So I (34f) have moved around to different parts of town and even to different countries in my life and I’ve always had a hard time making friends. I was a very shy and introvert kid and this hasn’t changed much. I have also self-diagnosed social anxiety.

My motivation to move places was often the wish to start over, foolishly thinking it’d be easier to create a social circle in a different place, instead of telling people I met that I’d been living there since forever and was still without friends. I felt and still feel a deep shame for the fact that I don’t have a social circle.
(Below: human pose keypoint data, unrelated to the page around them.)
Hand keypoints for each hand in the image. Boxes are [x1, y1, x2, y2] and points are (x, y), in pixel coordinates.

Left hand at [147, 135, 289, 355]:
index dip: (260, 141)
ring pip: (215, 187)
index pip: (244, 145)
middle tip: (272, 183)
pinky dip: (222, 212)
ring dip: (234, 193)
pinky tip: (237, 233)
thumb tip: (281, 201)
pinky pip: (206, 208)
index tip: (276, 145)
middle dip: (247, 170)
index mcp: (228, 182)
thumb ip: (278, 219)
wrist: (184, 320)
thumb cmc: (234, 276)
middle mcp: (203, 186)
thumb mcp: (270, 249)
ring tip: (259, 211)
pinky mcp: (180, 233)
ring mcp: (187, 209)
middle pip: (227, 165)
I always thought it was just me, though of course I’ve come to realize that there are many lonely people out there.
I’m in a long-term relationship and it’s covering most of my basic needs for human interaction, which is a blessing and a curse. I struggle with consistency when it comes to efforts in making friends and maintaining contacts. I find it exhausting having to reply to texts regularly. I’ve had people block me because I didn’t reply fast enough to their liking. So now texts are a source of anxiety, because if I don’t reply fast enough, people might get mad, but if I reply quickly, they will reply again and I’ll have to get back to them.
I also feel that I’m not very likeable and when I went to some meet-ups in the past, I feel like other people connect so much more easily with each other.
Nowadays, I feel too shy to even go to a meet-up, but even when I meet someone one on one, I feel stressed because I fear they might find me boring or awkward.
I also have issues setting boundaries out of fear I won’t be liked and therefore often get exhausted by people that want to chat during hours or drag me to places I don’t like.
On top of that, I don’t care much about just meeting people for the sake of meeting them, I only care about meaningful and deep connections and those seem difficult to come by.
I also struggle at work because I’m unable to connect with people easily. I struggle with smalltalk since my life is so uneventful and lonely.
I feel I don’t know how to human properly, as if I’d been poorly programmed. I’ve been reaching out to therapists multiple times, but I feel they don’t understand me.
Is there any book or something that could help me to become a better person?

3 comments
  1. I can definitely sympathize with alot of what you said around social anxiety, and being afraid to set boundaries.IMO the really unfair thing about socializing is that you kinda have to be confident (or at least have a baseline level of self-acceptance and “comfort in your own skin”) – in order to make the *right kind* of progress socially.

    Until you learn to communicate your needs clearly, and draw your boundaries clearly – you won’t attract the right people for you, or turn away the wrong people for you. You also have to understand yourself really well in the first place to know what your needs and boundaries even are.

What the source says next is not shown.